Похвалив в меру торговых гостей и высказав убеждение, что «и впредь их вместно жаловать всякими милостями», Апраксин с грустью прибавил:
– Одначе ежели купчин через меру милостями жаловать, как бы от сего дворянство ниже их не стало бы, государь.
– Вижу, – привстал Петр, – что время приспело. Никуда не денешься. Хоть и надо бы еще вам поучиться государственности у Европы, да время не ждет. Пора во всяком месте моему глазу быть. Быть губернациям.

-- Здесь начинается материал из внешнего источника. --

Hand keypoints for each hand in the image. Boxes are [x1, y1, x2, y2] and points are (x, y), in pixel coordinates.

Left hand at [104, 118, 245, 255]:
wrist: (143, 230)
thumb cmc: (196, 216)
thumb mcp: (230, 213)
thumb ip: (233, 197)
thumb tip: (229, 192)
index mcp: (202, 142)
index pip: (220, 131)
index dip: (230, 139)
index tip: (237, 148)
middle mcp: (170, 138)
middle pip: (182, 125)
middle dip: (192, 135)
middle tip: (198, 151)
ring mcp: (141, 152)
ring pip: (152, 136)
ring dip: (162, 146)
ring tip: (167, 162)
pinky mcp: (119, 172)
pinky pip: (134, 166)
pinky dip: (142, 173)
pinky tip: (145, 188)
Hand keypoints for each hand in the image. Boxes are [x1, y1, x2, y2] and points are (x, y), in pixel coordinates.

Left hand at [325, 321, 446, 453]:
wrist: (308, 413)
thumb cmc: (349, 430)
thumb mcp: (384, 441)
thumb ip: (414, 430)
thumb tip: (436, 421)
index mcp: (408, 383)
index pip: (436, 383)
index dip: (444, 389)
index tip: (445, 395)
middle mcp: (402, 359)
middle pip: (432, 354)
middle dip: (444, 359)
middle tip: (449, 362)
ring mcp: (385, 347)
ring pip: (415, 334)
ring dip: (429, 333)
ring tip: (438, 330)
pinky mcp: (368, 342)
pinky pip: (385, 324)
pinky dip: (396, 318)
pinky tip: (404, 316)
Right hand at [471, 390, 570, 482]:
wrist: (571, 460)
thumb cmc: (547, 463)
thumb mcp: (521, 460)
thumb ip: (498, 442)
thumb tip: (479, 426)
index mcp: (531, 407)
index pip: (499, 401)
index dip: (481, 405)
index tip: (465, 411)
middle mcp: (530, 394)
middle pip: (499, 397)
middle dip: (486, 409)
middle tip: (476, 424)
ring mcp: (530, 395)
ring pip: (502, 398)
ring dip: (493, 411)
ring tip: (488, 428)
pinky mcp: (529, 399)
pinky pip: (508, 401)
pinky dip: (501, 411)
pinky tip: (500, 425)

Сидение длилось недолго. Через полчаса Шафиров прочитал набросок будущего указа:
«…в своем великороссийском государстве для всенародной пользы учинить повелел его царское величество… восемь губерний: Ингерманландскую, Архангелогородскую, Смоленскую, Московскую, Казанскую, Киевскую, Азовскую и Сибирскую. Власть над губернией нераздельна за губернатором, под коим ходят четыре персоны, именуемые: обер-провиант, обер-комендант, ландрихтер[36 - Ландрихтер – высшая судебная инстанция.] и обер-комиссар[37 - Обер-комиссар ведал денежными сборами.]».
На другой день все бывшие на сидении вельможи уехали из Санкт-Питербурха, облеченные губернаторским званием. Самые лакомые куски, Сибирь и Казань, были отданы (за немалую мзду Петру Павловичу) князю Гагарину[38 - Гагарин Матвей Петрович (1679–1721) – первый сибирский губернатор, казненный за злоупотребления.] и Петру Матвеевичу Апраксину. Ингерманландия и Украина остались за прежними управителями – Меншиковым и Голицыным.

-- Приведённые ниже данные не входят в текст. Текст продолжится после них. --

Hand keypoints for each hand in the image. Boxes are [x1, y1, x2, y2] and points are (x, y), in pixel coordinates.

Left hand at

Перед дорогой Петр в сотый раз напомнил сатрапам, что, «ежели хоть алтын налога будет утаен от казны, не миновать губернаторам быть на плахе», потом расцеловался со всеми и вышел проводить их на улицу.

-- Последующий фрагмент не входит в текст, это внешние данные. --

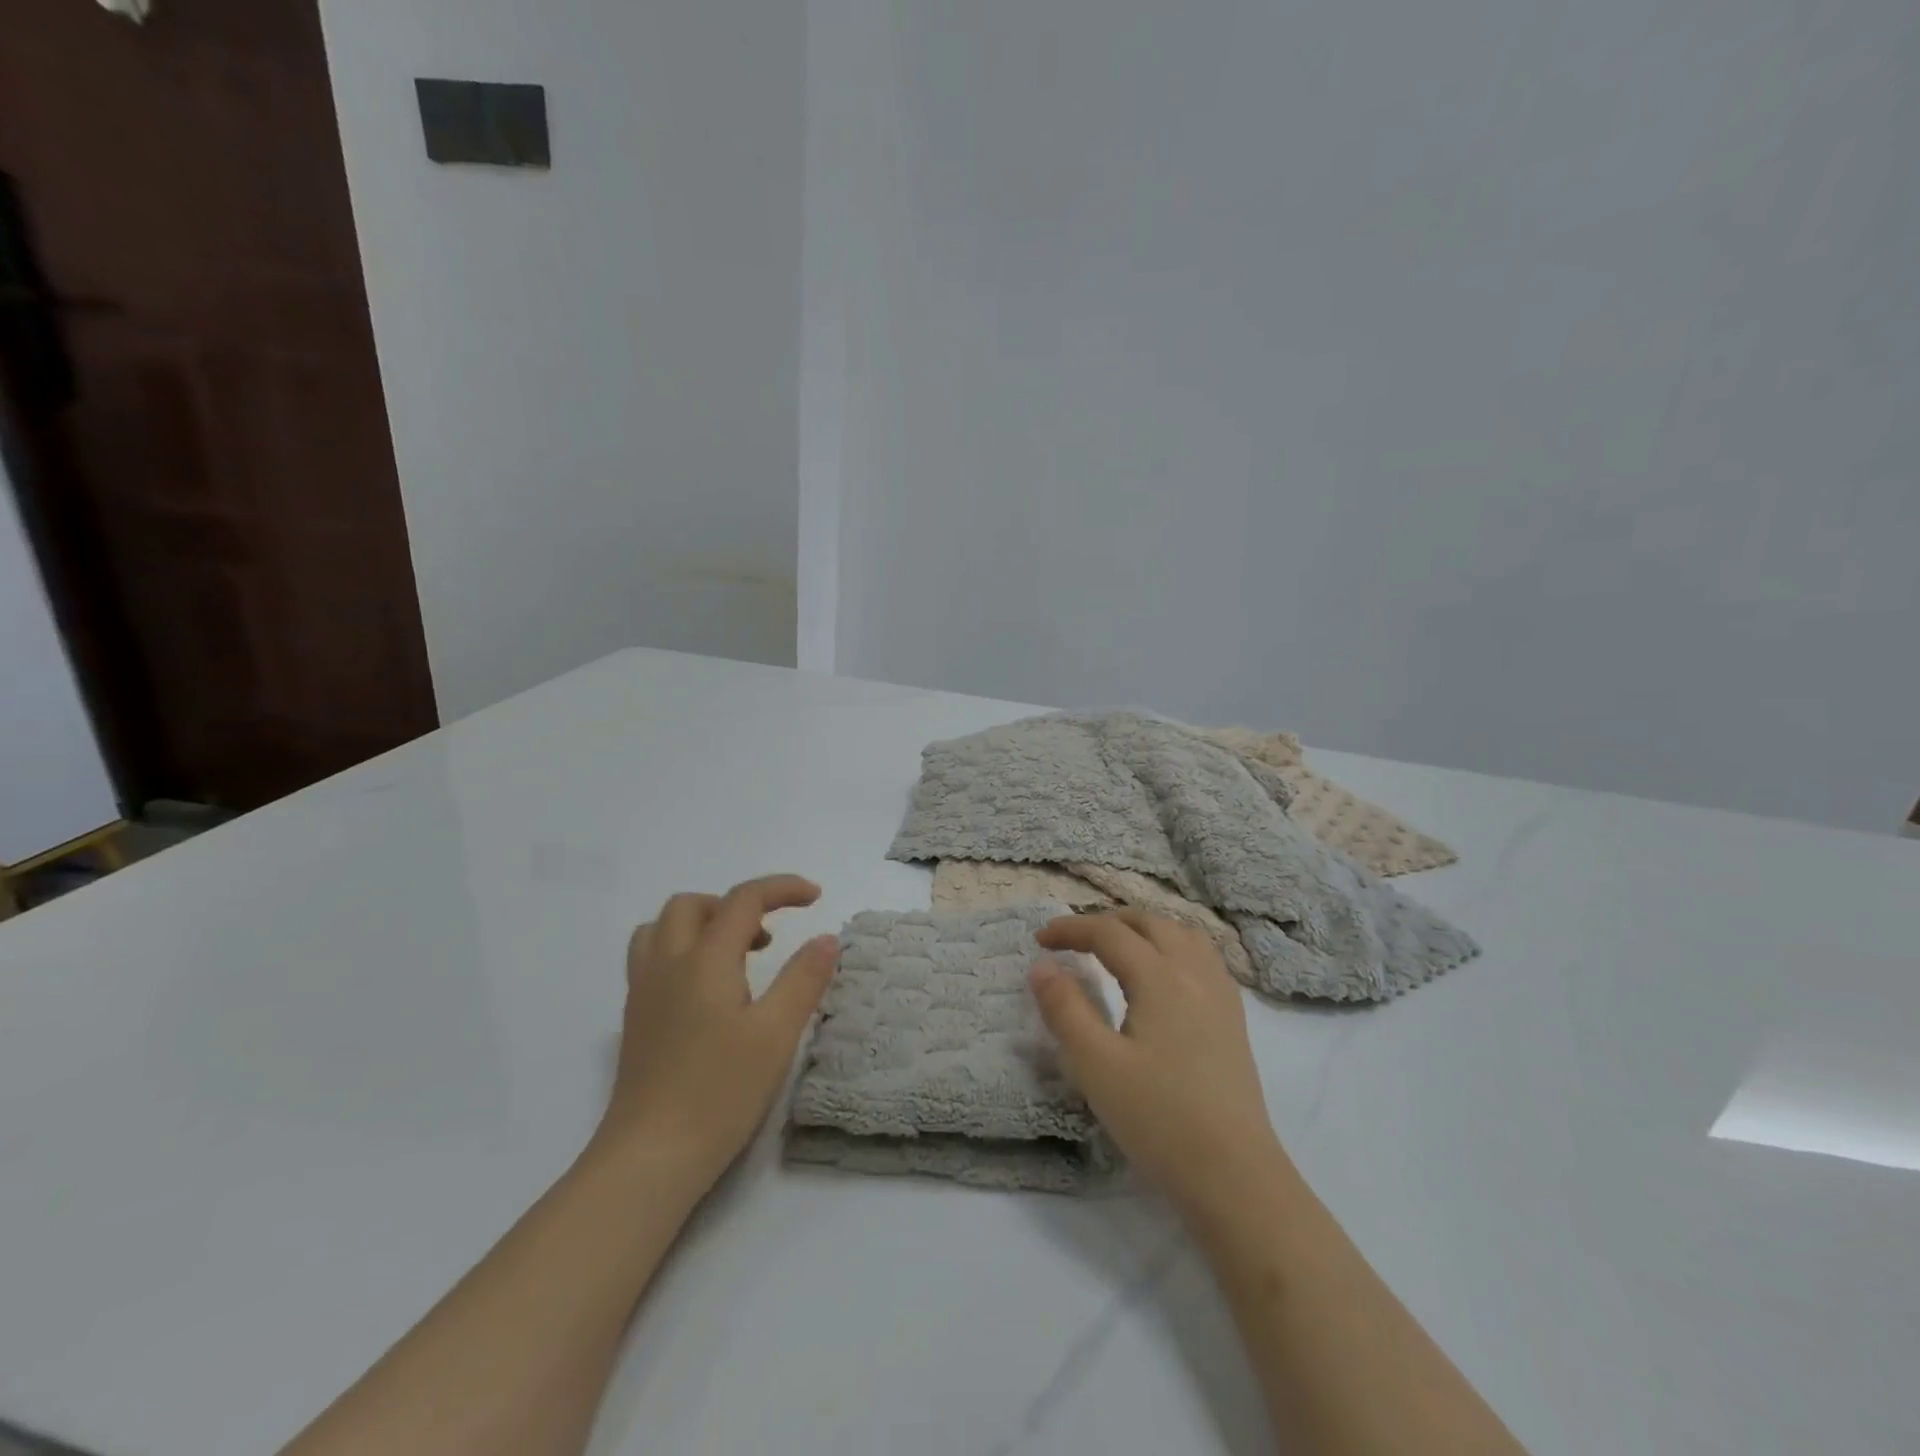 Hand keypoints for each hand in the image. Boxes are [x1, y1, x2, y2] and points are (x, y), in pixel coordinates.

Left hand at [597, 875, 838, 1192]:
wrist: (650, 1157)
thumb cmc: (719, 1092)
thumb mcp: (776, 1034)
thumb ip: (804, 979)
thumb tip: (826, 938)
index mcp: (704, 960)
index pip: (743, 900)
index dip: (781, 888)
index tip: (815, 896)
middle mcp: (667, 964)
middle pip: (693, 904)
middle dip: (736, 905)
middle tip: (768, 938)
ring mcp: (644, 992)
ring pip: (663, 927)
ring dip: (702, 924)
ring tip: (737, 956)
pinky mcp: (635, 1019)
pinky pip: (652, 957)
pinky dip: (683, 949)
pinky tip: (709, 991)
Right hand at [1030, 910, 1289, 1214]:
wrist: (1234, 1175)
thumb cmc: (1158, 1119)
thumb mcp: (1095, 1065)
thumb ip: (1065, 1009)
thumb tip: (1042, 966)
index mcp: (1160, 977)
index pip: (1109, 933)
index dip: (1071, 928)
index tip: (1039, 940)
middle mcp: (1194, 972)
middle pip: (1149, 922)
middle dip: (1106, 921)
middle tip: (1074, 941)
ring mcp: (1220, 994)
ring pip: (1181, 934)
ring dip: (1143, 929)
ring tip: (1117, 947)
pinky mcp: (1233, 1018)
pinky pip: (1203, 956)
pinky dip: (1173, 946)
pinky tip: (1163, 976)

Над Невой поднимался туман. Со стороны собора глухо бубнили молоты. Низко над водой пролетела черная туча ворон.
«Быть дождю, – подумал царь, передергиваясь от надоедливого карканья. – Пойти упредить, чтоб ученья и работы отнюдь не бросали».
И он быстро зашагал к Адмиралтейству.
Глава 22
Первая ласточка
Шведы рыскали по Литве в тщетных поисках провианта. Страна была дочиста разорена русским войском. Литвины сами питались падалью и целыми селениями вымирали от мора. Наиболее отчаянные из них собирались в ватаги и, обезумев от голода, вступали в бой даже с хорошо вооруженными отрядами.
Однажды по дороге к Климочам двигалась шведская пехота. Темной ночью на отставшую часть напали литвины. Растерявшиеся солдаты приняли их за русскую армию и, уклонившись от боя, бежали.
– Русские за лесом! – доложили они генералу.
Командующий не поверил, но на всякий случай приказал окружить лес. Ватага бросилась врассыпную. Не встречая сопротивления, генерал распорядился поджечь лес.
– Так вот кто заодно с московитами! – освирепел он, увидев при свете пожарища ватажников. – Взять их живьем!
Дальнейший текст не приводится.